» **WHAT THE EXERCISE ASKS**:
The reply should consist of one number, the count of lines below in which the word "Ninh" appears.

(SOURCE DATA begins)

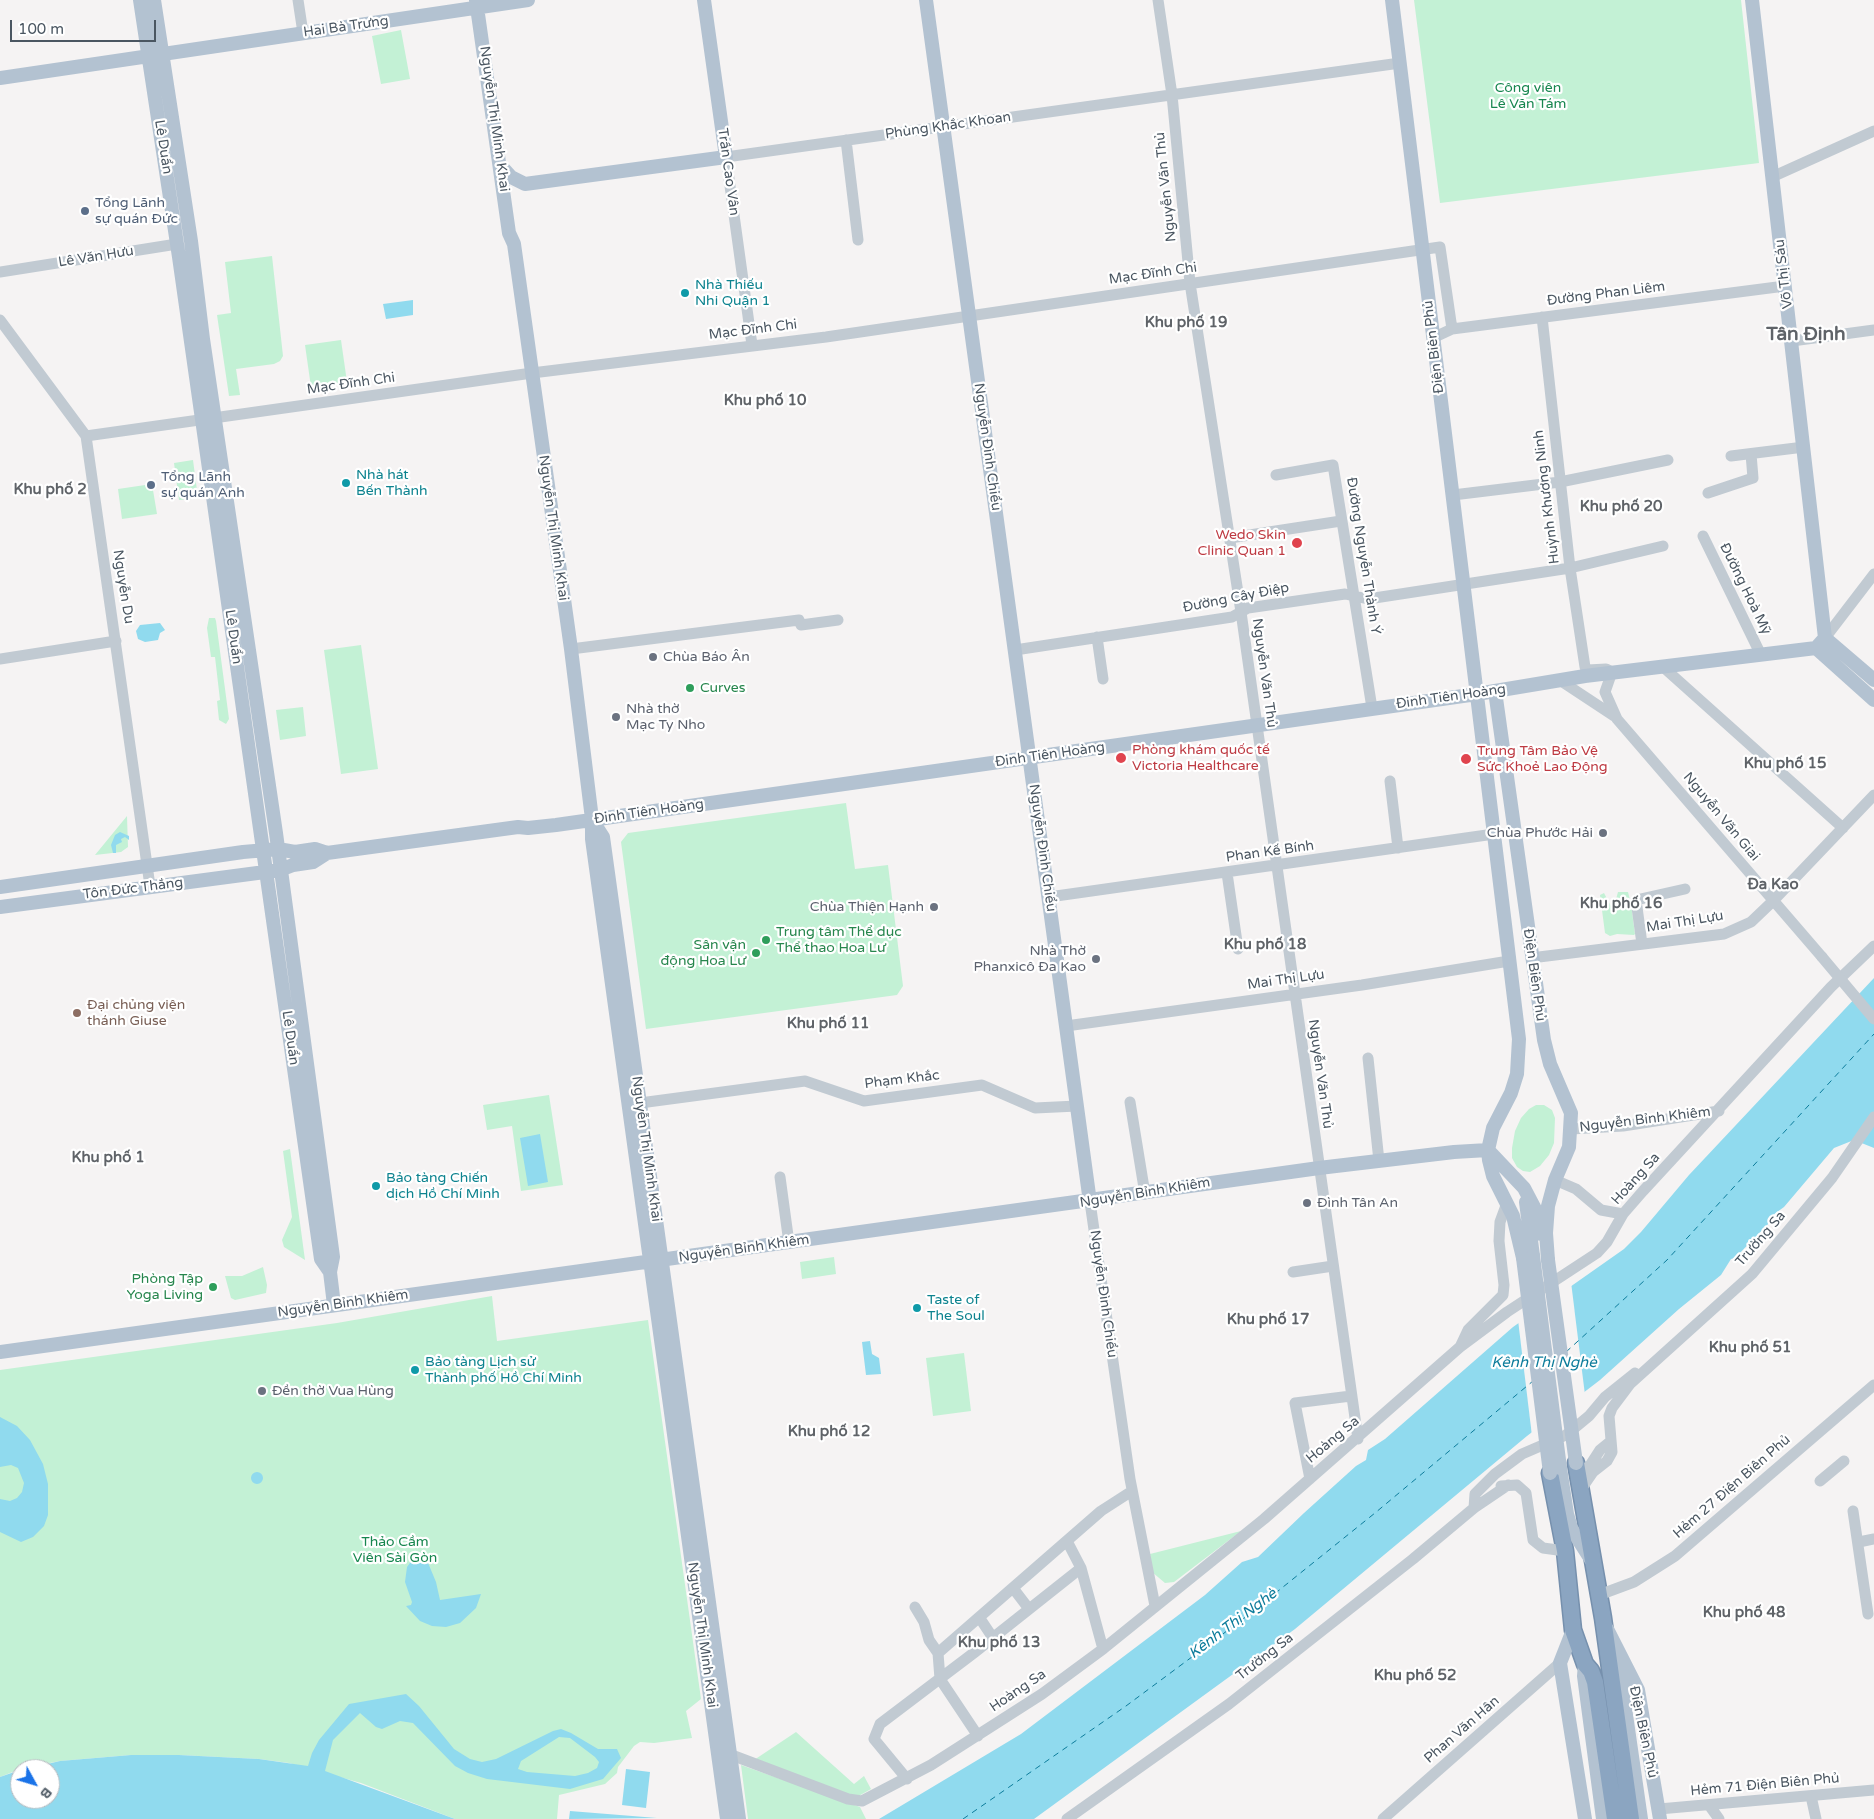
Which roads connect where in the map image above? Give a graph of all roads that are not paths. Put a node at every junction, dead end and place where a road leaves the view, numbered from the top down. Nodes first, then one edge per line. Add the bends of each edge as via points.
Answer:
1 (140, 0) edge
2 (154, 0) edge
3 (298, 0) edge
4 (528, 0) edge
5 (704, 0) edge
6 (926, 0) edge
7 (1158, 0) edge
8 (1392, 0) edge
9 (1752, 0) edge
10 (477, 4) edge
11 (303, 33) junction
12 (156, 54) junction
13 (1400, 63) junction
14 (0, 78) edge
15 (1172, 95) junction
16 (943, 126) junction
17 (1874, 130) edge
18 (846, 140) junction
19 (726, 157) junction
20 (502, 166) junction
21 (1772, 177) junction
22 (525, 184) junction
23 (513, 237) junction
24 (858, 240) dead end
25 (184, 243) junction
26 (1422, 249) junction
27 (0, 272) edge
28 (1190, 284) junction
29 (1785, 286) junction
30 (969, 316) junction
31 (1542, 317) junction
32 (0, 320) edge
33 (1452, 329) junction
34 (1874, 330) edge
35 (1434, 340) junction
36 (1792, 341) junction
37 (752, 344) junction
38 (532, 373) junction
39 (209, 419) junction
40 (86, 436) junction
41 (1804, 447) junction
42 (1751, 454) junction
43 (1731, 456) dead end
44 (1668, 460) dead end
45 (1276, 474) dead end
46 (1560, 482) junction
47 (1708, 493) dead end
48 (1453, 495) junction
49 (1341, 521) junction
50 (1703, 536) dead end
51 (1230, 538) junction
52 (1663, 546) dead end
53 (1570, 568) junction
54 (1874, 574) edge
55 (1464, 584) junction
56 (1354, 597) junction
57 (1241, 612) junction
58 (838, 620) dead end
59 (1097, 637) junction
60 (116, 642) junction
61 (1821, 643) junction
62 (571, 649) junction
63 (1015, 650) junction
64 (1761, 655) junction
65 (0, 659) edge
66 (1662, 666) junction
67 (1588, 670) joint
68 (1612, 672) junction
69 (1103, 679) dead end
70 (1561, 680) junction
71 (1874, 680) edge
72 (1495, 691) junction
73 (1476, 694) junction
74 (1874, 700) edge
75 (1372, 708) junction
76 (1618, 718) junction
77 (1256, 726) junction
78 (1501, 726) junction
79 (1482, 729) junction
80 (1030, 758) junction
81 (1390, 781) dead end
82 (1874, 795) edge
83 (591, 817) junction
84 (1843, 828) junction
85 (1494, 834) junction
86 (1398, 848) junction
87 (278, 849) junction
88 (263, 850) junction
89 (327, 852) junction
90 (148, 866) junction
91 (1276, 866) junction
92 (280, 870) junction
93 (266, 872) junction
94 (1227, 873) junction
95 (94, 874) junction
96 (150, 886) junction
97 (0, 887) edge
98 (1685, 889) dead end
99 (97, 894) junction
100 (1049, 898) junction
101 (1773, 901) junction
102 (0, 907) edge
103 (1642, 944) junction
104 (1874, 946) edge
105 (1238, 949) dead end
106 (1531, 958) junction
107 (1509, 960) junction
108 (1293, 994) junction
109 (1874, 1019) edge
110 (1066, 1026) junction
111 (1368, 1058) dead end
112 (302, 1077) junction
113 (1130, 1102) dead end
114 (635, 1104) junction
115 (1077, 1106) junction
116 (1719, 1112) junction
117 (1874, 1117) edge
118 (1571, 1129) junction
119 (1488, 1150) junction
120 (1379, 1161) junction
121 (1319, 1168) junction
122 (780, 1177) dead end
123 (1555, 1180) junction
124 (1145, 1194) junction
125 (1090, 1202) junction
126 (1507, 1203) junction
127 (1623, 1214) junction
128 (789, 1243) junction
129 (1539, 1256) junction
130 (655, 1261) junction
131 (1333, 1266) junction
132 (1293, 1272) dead end
133 (334, 1305) junction
134 (1460, 1347) junction
135 (0, 1352) edge
136 (1649, 1368) junction
137 (1874, 1385) edge
138 (1351, 1396) junction
139 (1358, 1439) junction
140 (1611, 1441) junction
141 (1844, 1460) dead end
142 (1508, 1465) junction
143 (1566, 1469) junction
144 (1310, 1479) junction
145 (1495, 1480) junction
146 (1820, 1482) dead end
147 (686, 1483) junction
148 (1508, 1485) junction
149 (1580, 1490) junction
150 (1132, 1491) junction
151 (1474, 1508) junction
152 (1853, 1511) dead end
153 (1874, 1539) edge
154 (1067, 1541) junction
155 (1859, 1542) junction
156 (1565, 1551) junction
157 (1592, 1561) junction
158 (1081, 1568) junction
159 (1013, 1588) junction
160 (1598, 1595) junction
161 (1155, 1606) junction
162 (915, 1607) dead end
163 (1029, 1609) junction
164 (1868, 1614) dead end
165 (979, 1618) junction
166 (1603, 1621) junction
167 (1573, 1630) junction
168 (993, 1638) junction
169 (1102, 1649) junction
170 (938, 1653) junction
171 (1607, 1653) junction
172 (1560, 1663) junction
173 (1585, 1664) junction
174 (940, 1679) junction
175 (978, 1736) junction
176 (729, 1754) junction
177 (907, 1779) junction
178 (728, 1783) junction
179 (1874, 1790) edge
180 (1811, 1796) junction
181 (1710, 1805) junction
182 (1659, 1814) edge
183 (727, 1819) edge
184 (738, 1819) edge
185 (1067, 1819) edge
186 (1383, 1819) edge
187 (1585, 1819) edge
188 (1603, 1819) edge
189 (1615, 1819) edge
190 (1631, 1819) edge
191 (1641, 1819) edge
192 (1719, 1819) edge
193 (1816, 1819) edge

1 - 12 main road, Lê Duẩn
2 - 12 main road, Lê Duẩn
3 - 11 street
4 - 10 main road, Hai Bà Trưng
5 - 19 main road, Trần Cao Vân
6 - 16 main road, Nguyễn Đình Chiểu
7 - 15 street, Nguyễn Văn Thủ
8 - 13 main road, Điện Biên Phủ
9 - 21 main road, Võ Thị Sáu
10 - 11 main road, Hai Bà Trưng
10 - 20 main road, Nguyễn Thị Minh Khai
11 - 12 main road, Hai Bà Trưng
12 - 14 main road, Hai Bà Trưng
12 - 25 main road, Lê Duẩn
13 - 15 street, Phùng Khắc Khoan
13 - 26 main road, Điện Biên Phủ
15 - 16 street, Phùng Khắc Khoan
15 - 28 street, Nguyễn Văn Thủ
16 - 18 street, Phùng Khắc Khoan
16 - 30 main road, Nguyễn Đình Chiểu
17 - 21 street
18 - 19 street, Phùng Khắc Khoan
18 - 24 street
19 - 22 main road, Phùng Khắc Khoan
19 - 37 street, Trần Cao Vân
20 - 22 main road via 511,177
20 - 23 main road, Nguyễn Thị Minh Khai via 509,233
21 - 29 main road, Võ Thị Sáu
22 - 23 main road, Nguyễn Thị Minh Khai via 515,189 512,195 517,232
23 - 38 main road, Nguyễn Thị Minh Khai
25 - 27 street, Lê Văn Hưu
25 - 39 main road, Lê Duẩn
26 - 28 street, Mạc Đĩnh Chi
26 - 33 street via 1440,247
26 - 35 main road, Điện Biên Phủ
28 - 30 street, Mạc Đĩnh Chi
28 - 51 street, Nguyễn Văn Thủ
29 - 31 street, Đường Phan Liêm
29 - 36 main road, Võ Thị Sáu
30 - 37 street, Mạc Đĩnh Chi via 826,337
30 - 63 main road, Nguyễn Đình Chiểu
31 - 33 street, Đường Phan Liêm
31 - 46 street, Huỳnh Khương Ninh
32 - 40 street, Nguyễn Du
33 - 35 street, Đường Phan Liêm
34 - 36 street
35 - 48 main road, Điện Biên Phủ
36 - 41 main road, Võ Thị Sáu
37 - 38 street, Mạc Đĩnh Chi
38 - 39 street, Mạc Đĩnh Chi
38 - 62 main road, Nguyễn Thị Minh Khai
39 - 40 street, Mạc Đĩnh Chi
39 - 87 main road, Lê Duẩn
39 - 88 main road, Lê Duẩn
40 - 60 street, Nguyễn Du
41 - 42 street
41 - 61 main road, Võ Thị Sáu
42 - 43 street
42 - 47 street via 1753,478
44 - 46 street
45 - 49 street, Đường Nguyễn Thành Ý via 1334,465
46 - 48 street
46 - 53 street, Huỳnh Khương Ninh
48 - 55 main road, Điện Biên Phủ
49 - 51 street
49 - 56 street, Đường Nguyễn Thành Ý
50 - 64 street, Đường Hoà Mỹ
51 - 57 street, Nguyễn Văn Thủ
52 - 53 street, Đường Cây Điệp
53 - 55 street, Đường Cây Điệp
53 - 67 street, Huỳnh Khương Ninh via 1585,668
54 - 61 street
55 - 56 street, Đường Cây Điệp via 1368,599
55 - 73 main road, Điện Biên Phủ
56 - 57 street, Đường Cây Điệp via 1345,594 1248,608
56 - 75 street, Đường Nguyễn Thành Ý
57 - 59 street, Đường Cây Điệp via 1232,617
57 - 77 street, Nguyễn Văn Thủ
58 - 62 street via 801,625 799,620
59 - 63 street, Đường Cây Điệp
59 - 69 street
60 - 65 street
60 - 90 street, Nguyễn Du
61 - 64 main road, Đinh Tiên Hoàng
61 - 71 main road
61 - 74 main road
62 - 83 main road, Nguyễn Thị Minh Khai
63 - 80 main road, Nguyễn Đình Chiểu
64 - 66 main road, Đinh Tiên Hoàng
66 - 68 main road, Đinh Tiên Hoàng
66 - 84 street
67 - 68 street, Đinh Tiên Hoàng
68 - 70 main road, Đinh Tiên Hoàng
68 - 76 street, Nguyễn Văn Giai via 1605,692
70 - 72 main road, Đinh Tiên Hoàng
70 - 76 street, Nguyễn Văn Giai
72 - 73 main road, Đinh Tiên Hoàng
72 - 78 main road, Ðiện Biên Phủ
73 - 75 main road, Đinh Tiên Hoàng
73 - 79 main road, Ðiện Biên Phủ
75 - 77 main road, Đinh Tiên Hoàng
76 - 101 street, Nguyễn Văn Giai
77 - 80 main road, Đinh Tiên Hoàng
77 - 91 street, Nguyễn Văn Thủ
78 - 79 main road via 1490,724
78 - 106 main road, Ðiện Biên Phủ
79 - 85 main road, Ðiện Biên Phủ
80 - 83 main road, Đinh Tiên Hoàng
80 - 100 main road, Nguyễn Đình Chiểu
81 - 86 street
82 - 84 street, Mai Thị Lựu
83 - 89 main road, Đinh Tiên Hoàng via 527,822 518,827
83 - 114 main road, Nguyễn Thị Minh Khai via 603,837 614,961
84 - 101 street, Mai Thị Lựu
85 - 86 street, Phan Kế Bính
85 - 107 main road, Ðiện Biên Phủ
86 - 91 street, Phan Kế Bính
87 - 88 main road, Tôn Đức Thắng
87 - 89 main road, Đinh Tiên Hoàng
87 - 92 main road, Lê Duẩn
88 - 90 main road, Tôn Đức Thắng
88 - 93 main road, Lê Duẩn
89 - 92 main road, Đinh Tiên Hoàng via 313,862
90 - 95 main road, Tôn Đức Thắng
90 - 96 street, Nguyễn Du
91 - 94 street, Phan Kế Bính
91 - 108 street, Nguyễn Văn Thủ
92 - 93 main road, Tôn Đức Thắng
92 - 112 main road, Lê Duẩn
93 - 96 main road, Tôn Đức Thắng
93 - 112 main road, Lê Duẩn
94 - 100 street, Phan Kế Bính
94 - 105 street
95 - 97 main road, Tôn Đức Thắng
95 - 99 main road
96 - 99 main road, Tôn Đức Thắng
98 - 103 street via 1636,900
99 - 102 main road, Tôn Đức Thắng
100 - 110 main road, Nguyễn Đình Chiểu
101 - 103 street, Mai Thị Lựu via 1751,922 1724,934
101 - 109 street, Nguyễn Văn Giai, bridge
103 - 106 street, Mai Thị Lựu
104 - 116 street, Hoàng Sa via 1831,987
106 - 118 main road, Ðiện Biên Phủ via 1546,1052 1569,1106
107 - 108 street, Mai Thị Lựu
107 - 119 main road, Ðiện Biên Phủ via 1519,1063 1515,1084 1493,1128
108 - 110 street, Mai Thị Lựu
108 - 121 street, Nguyễn Văn Thủ
110 - 115 main road, Nguyễn Đình Chiểu
111 - 120 street
112 - 133 main road, Lê Duẩn via 321,1259 330,1272
113 - 124 street
114 - 115 street, Phạm Khắc via 805,1081 864,1101 982,1085 1035,1108
114 - 130 main road, Nguyễn Thị Minh Khai
115 - 125 main road, Nguyễn Đình Chiểu
116 - 118 street, Nguyễn Bỉnh Khiêm via 1623,1126
116 - 127 street, Hoàng Sa
117 - 136 street, Trường Sa via 1842,1163 1752,1274
118 - 123 main road, Ðiện Biên Phủ via 1566,1156
119 - 120 main road, Nguyễn Bỉnh Khiêm
119 - 126 main road via 1493,1176
119 - 129 main road via 1524,1188
120 - 121 main road, Nguyễn Bỉnh Khiêm
121 - 124 main road, Nguyễn Bỉnh Khiêm
121 - 131 street, Nguyễn Văn Thủ
122 - 128 street
123 - 127 street via 1576,1189 1601,1210
123 - 129 main road, Ðiện Biên Phủ
124 - 125 main road, Nguyễn Bỉnh Khiêm
125 - 128 main road, Nguyễn Bỉnh Khiêm
125 - 150 street, Nguyễn Đình Chiểu
126 - 129 main road via 1517,1230
126 - 134 street via 1500,1222 1502,1295 1468,1330
127 - 134 street, Hoàng Sa via 1608,1242 1597,1253
128 - 130 main road, Nguyễn Bỉnh Khiêm
129 - 143 main road, bridge
129 - 143 main road, bridge
130 - 133 main road, Nguyễn Bỉnh Khiêm
130 - 147 main road, Nguyễn Thị Minh Khai
131 - 132 street
131 - 138 street, Nguyễn Văn Thủ
133 - 135 main road, Nguyễn Bỉnh Khiêm
134 - 139 street, Hoàng Sa
136 - 140 street via 1630,1384 1612,1408
136 - 142 street, Trường Sa via 1624,1380 1566,1435 1538,1446
137 - 160 street, Hẻm 27 Điện Biên Phủ via 1675,1556 1634,1582
138 - 139 street, Nguyễn Văn Thủ
138 - 144 street via 1295,1403
139 - 144 street, Hoàng Sa
140 - 143 street via 1600,1450 1590,1467
140 - 149 street via 1612,1452 1607,1461 1593,1472
141 - 146 street
142 - 145 street, Trường Sa
142 - 151 street, Trường Sa via 1475,1494
143 - 149 highway, Điện Biên Phủ
143 - 156 highway
143 - 157 main road via 1567,1514 1571,1528
144 - 161 street, Hoàng Sa
145 - 148 street via 1498,1486
145 - 151 street, Trường Sa
147 - 176 main road, Nguyễn Thị Minh Khai
147 - 178 main road, Nguyễn Thị Minh Khai
148 - 151 street, Trường Sa
148 - 156 street via 1517,1485 1526,1494 1533,1540 1543,1548
149 - 157 highway, Điện Biên Phủ
150 - 154 street via 1101,1511
150 - 161 street, Nguyễn Đình Chiểu
151 - 185 street, Trường Sa via 1230,1704
152 - 155 street
153 - 155 street
154 - 158 street
154 - 159 street
155 - 164 street
156 - 167 highway
157 - 160 highway, Điện Biên Phủ
158 - 163 street
158 - 169 street
159 - 163 street
159 - 165 street
160 - 166 highway, Điện Biên Phủ
161 - 169 street, Hoàng Sa
162 - 170 street
163 - 168 street
165 - 168 street
165 - 170 street
166 - 171 highway, Điện Biên Phủ
166 - 182 main road, Điện Biên Phủ via 1638,1690
167 - 172 main road
167 - 173 highway
168 - 174 street
169 - 175 street, Hoàng Sa
170 - 174 street
171 - 190 highway, Điện Biên Phủ
171 - 191 main road, Điện Biên Phủ via 1622,1687
172 - 186 street, Phan Văn Hân
172 - 187 main road
173 - 188 main road
173 - 189 highway via 1596,1682
174 - 175 street
174 - 177 street via 880,1724 874,1739
175 - 177 street, Hoàng Sa
176 - 177 street, Hoàng Sa via 853,1801 866,1800
176 - 178 main road, Nguyễn Thị Minh Khai
178 - 183 main road
178 - 184 main road
179 - 180 street, Hẻm 71 Điện Biên Phủ
180 - 181 street, Hẻm 71 Điện Biên Phủ
180 - 193 street
181 - 182 street, Hẻm 71 Điện Biên Phủ
181 - 192 street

(SOURCE DATA ends)

» **RESPONSE TO THIS TASK**:
3